• Instructions to follow: Apart from the images, reproduce every record word for word.
:: Study material
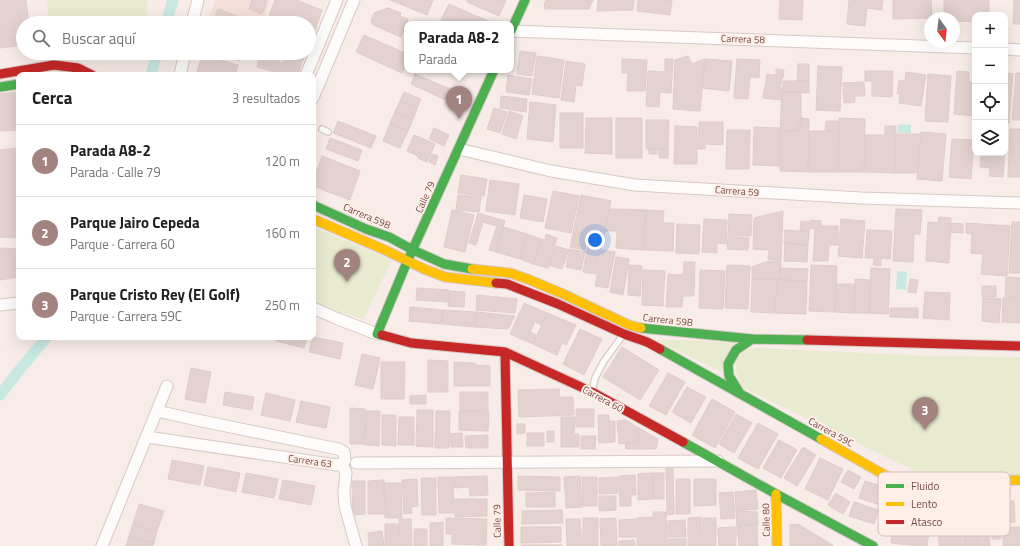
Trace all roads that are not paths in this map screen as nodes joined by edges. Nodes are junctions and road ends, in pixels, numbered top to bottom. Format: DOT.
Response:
graph roads {
  1 [pos="198,0"];
  2 [pos="337,0"];
  3 [pos="354,0"];
  4 [pos="525,0"];
  5 [pos="194,16"];
  6 [pos="514,24"];
  7 [pos="514,31"];
  8 [pos="972,48"];
  9 [pos="1008,49"];
  10 [pos="1020,50"];
  11 [pos="316,51"];
  12 [pos="183,60"];
  13 [pos="312,60"];
  14 [pos="86,72"];
  15 [pos="181,72"];
  16 [pos="307,72"];
  17 [pos="493,73"];
  18 [pos="0,74"];
  19 [pos="16,84"];
  20 [pos="0,87"];
  21 [pos="316,91"];
  22 [pos="322,129"];
  23 [pos="328,132"];
  24 [pos="459,149"];
  25 [pos="1020,203"];
  26 [pos="316,206"];
  27 [pos="316,220"];
  28 [pos="413,250"];
  29 [pos="407,262"];
  30 [pos="563,294"];
  31 [pos="16,303"];
  32 [pos="558,304"];
  33 [pos="0,305"];
  34 [pos="316,309"];
  35 [pos="377,334"];
  36 [pos="624,334"];
  37 [pos="752,339"];
  38 [pos="1020,346"];
  39 [pos="504,352"];
  40 [pos="168,386"];
  41 [pos="592,392"];
  42 [pos="739,393"];
  43 [pos="157,411"];
  44 [pos="147,437"];
  45 [pos="718,461"];
  46 [pos="356,463"];
  47 [pos="508,463"];
  48 [pos="342,464"];
  49 [pos="879,472"];
  50 [pos="1010,480"];
  51 [pos="1020,480"];
  52 [pos="776,494"];
  53 [pos="102,546"];
  54 [pos="356,546"];
  55 [pos="509,546"];
  56 [pos="777,546"];
  57 [pos="873,546"];
  1 -- 5 [label="street"];
  2 -- 11 [label="street"];
  3 -- 21 [label="street"];
  4 -- 6 [label="street"];
  7 -- 8 [label="street, Carrera 58"];
  9 -- 10 [label="street"];
  12 -- 15 [label="street"];
  13 -- 16 [label="street"];
  14 -- 18 [label="street"];
  17 -- 24 [label="street, Calle 79"];
  19 -- 20 [label="street"];
  22 -- 23 [label="lane"];
  24 -- 25 [label="street, Carrera 59"];
  24 -- 28 [label="street, Calle 79"];
  26 -- 28 [label="street, Carrera 59B"];
  27 -- 29 [label="street"];
  28 -- 29 [label="street, Calle 79"];
  28 -- 30 [label="street, Carrera 59B"];
  29 -- 32 [label="street"];
  29 -- 35 [label="street, Calle 79"];
  30 -- 32 [label="street"];
  30 -- 37 [label="street, Carrera 59B"];
  31 -- 33 [label="street"];
  32 -- 36 [label="street"];
  34 -- 35 [label="street, Carrera 60"];
  35 -- 39 [label="street, Carrera 60"];
  36 -- 41 [label="lane"];
  36 -- 42 [label="street, Carrera 59C"];
  37 -- 38 [label="street, Carrera 59B"];
  37 -- 42 [label="street"];
  39 -- 41 [label="street, Carrera 60"];
  39 -- 47 [label="street, Calle 79"];
  40 -- 43 [label="street"];
  41 -- 45 [label="street, Carrera 60"];
  42 -- 49 [label="street, Carrera 59C"];
  43 -- 44 [label="street"];
  43 -- 48 [label="street, Carrera 63"];
  44 -- 48 [label="street, Carrera 63"];
  44 -- 53 [label="street"];
  45 -- 47 [label="street"];
  45 -- 52 [label="street, Carrera 60"];
  46 -- 47 [label="street"];
  47 -- 55 [label="street, Calle 79"];
  48 -- 54 [label="street"];
  50 -- 51 [label="street, Carrera 59C"];
  52 -- 56 [label="street, Calle 80"];
  52 -- 57 [label="street, Carrera 60"];
}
::::
• Exercise solution:
Trace all roads that are not paths in this map screen as nodes joined by edges. Nodes are junctions and road ends, in pixels, numbered top to bottom. Format: DOT.
Response:
graph roads {
  1 [pos="198,0"];
  2 [pos="337,0"];
  3 [pos="354,0"];
  4 [pos="525,0"];
  5 [pos="194,16"];
  6 [pos="514,24"];
  7 [pos="514,31"];
  8 [pos="972,48"];
  9 [pos="1008,49"];
  10 [pos="1020,50"];
  11 [pos="316,51"];
  12 [pos="183,60"];
  13 [pos="312,60"];
  14 [pos="86,72"];
  15 [pos="181,72"];
  16 [pos="307,72"];
  17 [pos="493,73"];
  18 [pos="0,74"];
  19 [pos="16,84"];
  20 [pos="0,87"];
  21 [pos="316,91"];
  22 [pos="322,129"];
  23 [pos="328,132"];
  24 [pos="459,149"];
  25 [pos="1020,203"];
  26 [pos="316,206"];
  27 [pos="316,220"];
  28 [pos="413,250"];
  29 [pos="407,262"];
  30 [pos="563,294"];
  31 [pos="16,303"];
  32 [pos="558,304"];
  33 [pos="0,305"];
  34 [pos="316,309"];
  35 [pos="377,334"];
  36 [pos="624,334"];
  37 [pos="752,339"];
  38 [pos="1020,346"];
  39 [pos="504,352"];
  40 [pos="168,386"];
  41 [pos="592,392"];
  42 [pos="739,393"];
  43 [pos="157,411"];
  44 [pos="147,437"];
  45 [pos="718,461"];
  46 [pos="356,463"];
  47 [pos="508,463"];
  48 [pos="342,464"];
  49 [pos="879,472"];
  50 [pos="1010,480"];
  51 [pos="1020,480"];
  52 [pos="776,494"];
  53 [pos="102,546"];
  54 [pos="356,546"];
  55 [pos="509,546"];
  56 [pos="777,546"];
  57 [pos="873,546"];
  1 -- 5 [label="street"];
  2 -- 11 [label="street"];
  3 -- 21 [label="street"];
  4 -- 6 [label="street"];
  7 -- 8 [label="street, Carrera 58"];
  9 -- 10 [label="street"];
  12 -- 15 [label="street"];
  13 -- 16 [label="street"];
  14 -- 18 [label="street"];
  17 -- 24 [label="street, Calle 79"];
  19 -- 20 [label="street"];
  22 -- 23 [label="lane"];
  24 -- 25 [label="street, Carrera 59"];
  24 -- 28 [label="street, Calle 79"];
  26 -- 28 [label="street, Carrera 59B"];
  27 -- 29 [label="street"];
  28 -- 29 [label="street, Calle 79"];
  28 -- 30 [label="street, Carrera 59B"];
  29 -- 32 [label="street"];
  29 -- 35 [label="street, Calle 79"];
  30 -- 32 [label="street"];
  30 -- 37 [label="street, Carrera 59B"];
  31 -- 33 [label="street"];
  32 -- 36 [label="street"];
  34 -- 35 [label="street, Carrera 60"];
  35 -- 39 [label="street, Carrera 60"];
  36 -- 41 [label="lane"];
  36 -- 42 [label="street, Carrera 59C"];
  37 -- 38 [label="street, Carrera 59B"];
  37 -- 42 [label="street"];
  39 -- 41 [label="street, Carrera 60"];
  39 -- 47 [label="street, Calle 79"];
  40 -- 43 [label="street"];
  41 -- 45 [label="street, Carrera 60"];
  42 -- 49 [label="street, Carrera 59C"];
  43 -- 44 [label="street"];
  43 -- 48 [label="street, Carrera 63"];
  44 -- 48 [label="street, Carrera 63"];
  44 -- 53 [label="street"];
  45 -- 47 [label="street"];
  45 -- 52 [label="street, Carrera 60"];
  46 -- 47 [label="street"];
  47 -- 55 [label="street, Calle 79"];
  48 -- 54 [label="street"];
  50 -- 51 [label="street, Carrera 59C"];
  52 -- 56 [label="street, Calle 80"];
  52 -- 57 [label="street, Carrera 60"];
}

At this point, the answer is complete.